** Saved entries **
════════════════════
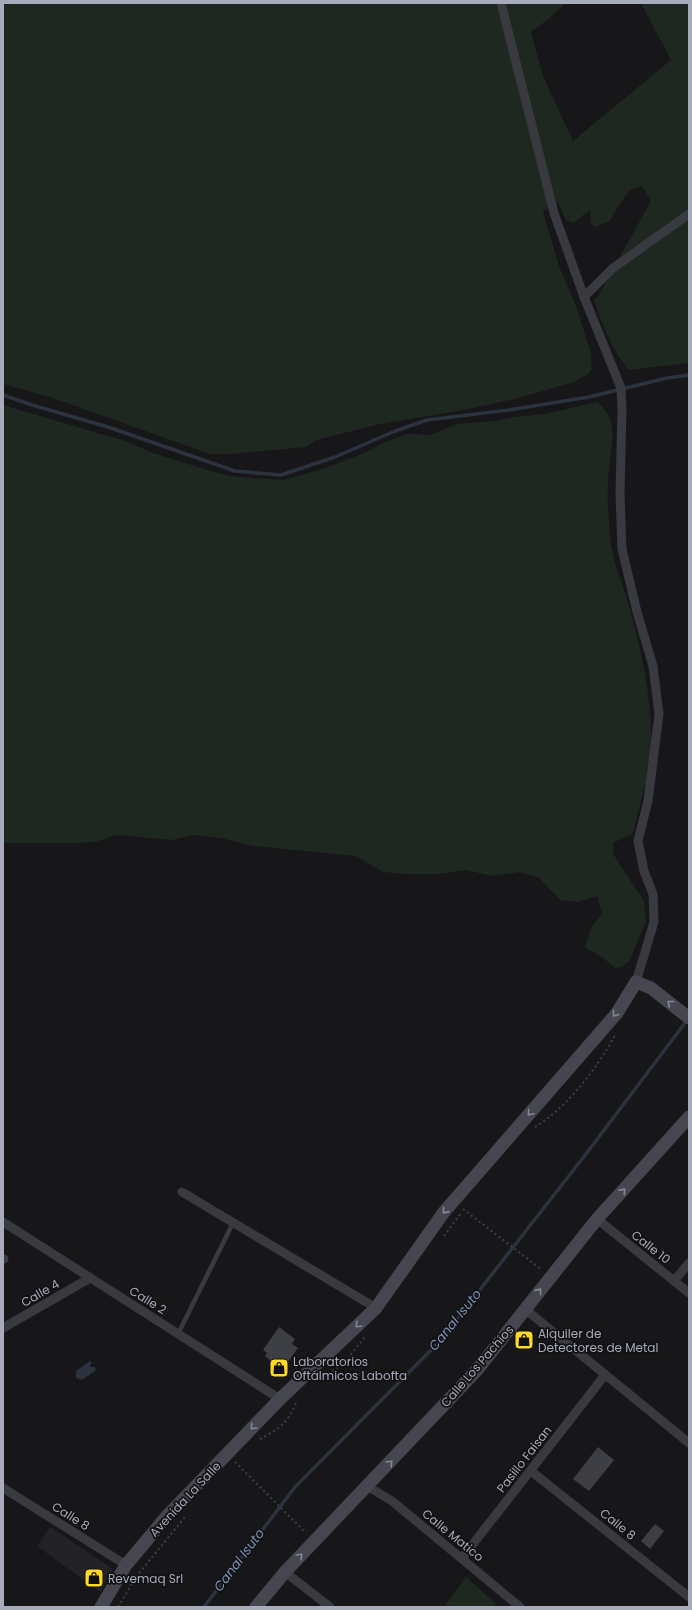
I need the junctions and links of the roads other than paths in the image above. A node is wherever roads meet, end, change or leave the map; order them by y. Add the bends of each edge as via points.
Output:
1 (501, 3) edge
2 (689, 214) edge
3 (584, 297) junction
4 (636, 982) junction
5 (689, 1018) edge
6 (689, 1117) edge
7 (182, 1192) dead end
8 (597, 1220) junction
9 (3, 1222) edge
10 (233, 1223) junction
11 (689, 1263) edge
12 (90, 1278) junction
13 (674, 1281) junction
14 (689, 1293) edge
15 (376, 1308) junction
16 (525, 1309) junction
17 (3, 1328) edge
18 (178, 1334) junction
19 (605, 1375) junction
20 (280, 1399) junction
21 (689, 1444) edge
22 (531, 1471) junction
23 (368, 1486) junction
24 (3, 1488) edge
25 (462, 1558) junction
26 (126, 1565) junction
27 (285, 1572) junction
28 (689, 1597) edge
29 (101, 1607) edge
30 (256, 1607) edge
31 (330, 1607) edge
32 (520, 1607) edge

1 - 3 street via 554,213
2 - 3 street via 613,268
3 - 4 street via 621,388 622,549 653,666 659,714 648,801 638,841 644,871 653,894 654,922
5 -> 4 street via 651,988
4 -> 15 street, Avenida La Salle via 617,1013 444,1212
8 -> 6 street, Calle Los Pachíos
7 - 10 street
8 - 13 street, Calle 10
16 -> 8 street, Calle Los Pachíos
9 - 12 street, Calle 2
10 - 15 street
10 - 18 lane
11 - 13 street
12 - 17 street, Calle 4
12 - 18 street, Calle 2
13 - 14 street, Calle 10
15 -> 20 street, Avenida La Salle
16 - 19 street
23 -> 16 street, Calle Los Pachíos via 477,1370
18 - 20 street, Calle 2
19 - 21 street
19 - 22 street, Pasillo Faisan
20 -> 26 street, Avenida La Salle via 167,1516
22 - 25 street, Pasillo Faisan
22 - 28 street, Calle 8
23 - 25 street, Calle Matico via 392,1501
27 -> 23 street, Calle Los Pachíos
24 - 26 street, Calle 8
25 - 32 street, Calle Matico
26 - 29 street, Avenida La Salle
27 - 30 street, Calle Los Pachíos
27 - 31 street

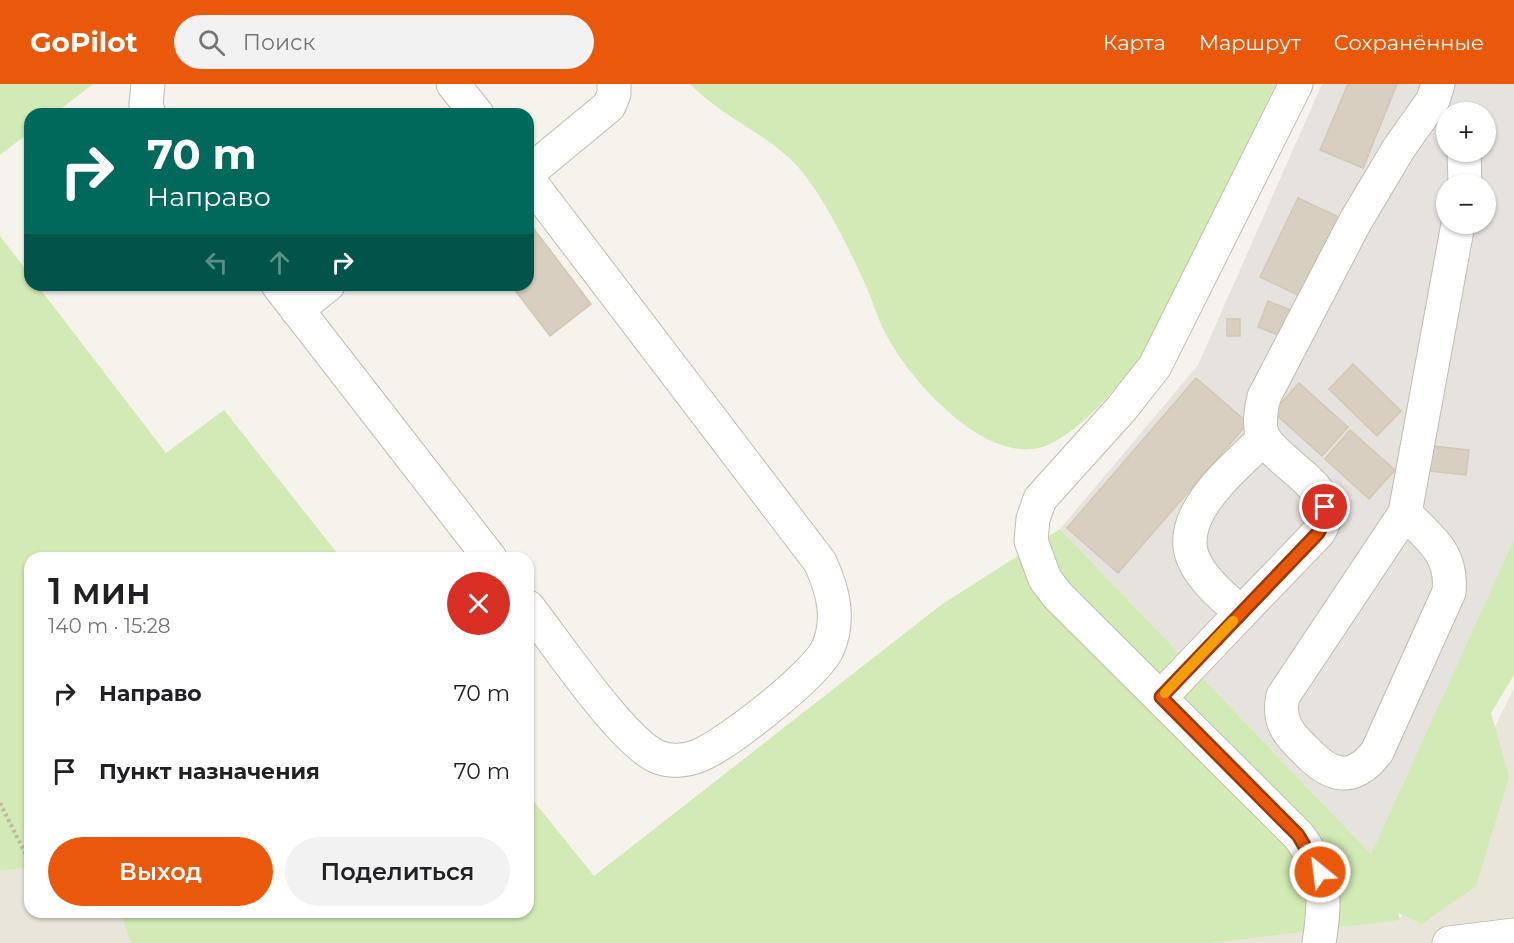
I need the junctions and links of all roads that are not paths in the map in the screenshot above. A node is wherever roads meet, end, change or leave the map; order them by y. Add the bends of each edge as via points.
1 (148, 84) edge
2 (453, 84) edge
3 (614, 84) edge
4 (1296, 84) edge
5 (1439, 100) edge
6 (147, 108) edge
7 (472, 108) edge
8 (534, 169) edge
9 (534, 187) edge
10 (1456, 234) edge
11 (308, 291) edge
12 (288, 297) edge
13 (1264, 438) junction
14 (1405, 513) junction
15 (485, 552) edge
16 (1241, 613) junction
17 (534, 615) edge
18 (1161, 697) junction
19 (1514, 935) edge
20 (1319, 943) edge
21 (1449, 943) edge

1 - 6 street
2 - 7 street
3 - 8 street via 609,106
4 - 18 street via 1155,366 1055,480 1040,499 1033,519 1031,541 1046,579 1058,596
5 - 13 street via 1368,198 1268,387 1262,406
9 - 17 street via 820,562 831,585 835,608 827,649 800,682 715,747 678,761 660,758 630,739
10 - 14 street
11 - 12 street
12 - 15 street
13 - 16 street via 1210,495 1189,532 1188,545 1197,567
13 - 16 street via 1322,497 1326,518 1318,533
14 - 14 street via 1283,696 1281,716 1289,734 1329,771 1357,769 1377,752 1449,592 1448,564 1443,553
16 - 18 street
18 - 20 street via 1311,852 1324,893
19 - 21 street

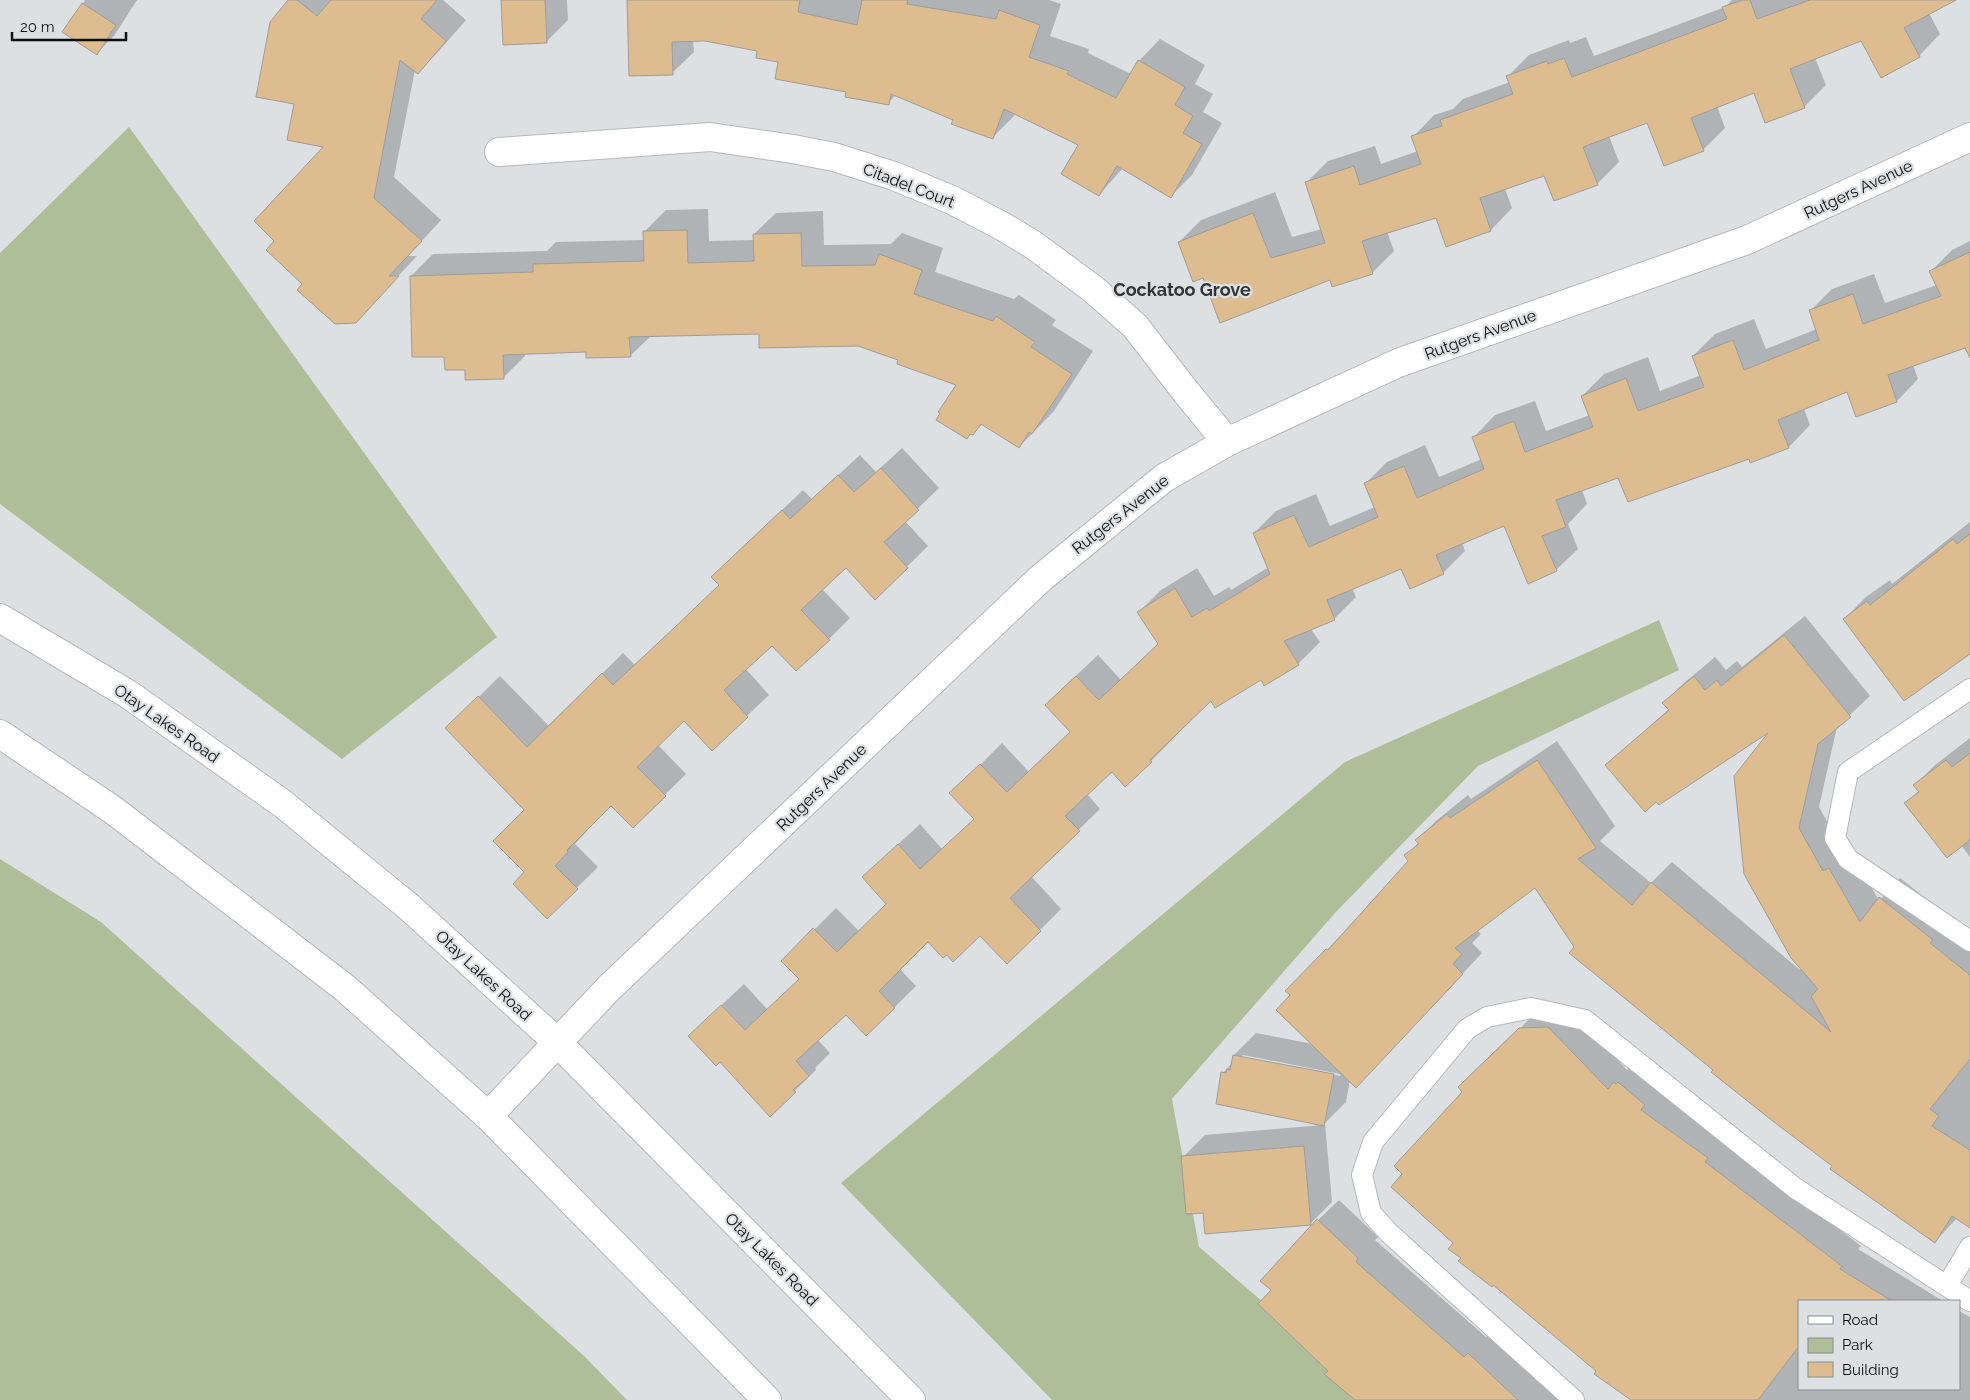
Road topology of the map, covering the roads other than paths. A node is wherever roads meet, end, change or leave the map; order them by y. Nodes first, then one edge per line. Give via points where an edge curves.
════════════════════
** WORK INSTRUCTION **
Go through the records and copy each line with "than" in it.

** OUTPUT FOR THIS TASK **
I need the junctions and links of the roads other than paths in the image above. A node is wherever roads meet, end, change or leave the map; order them by y. Add the bends of each edge as via points.
Road topology of the map, covering the roads other than paths. A node is wherever roads meet, end, change or leave the map; order them by y. Nodes first, then one edge per line. Give via points where an edge curves.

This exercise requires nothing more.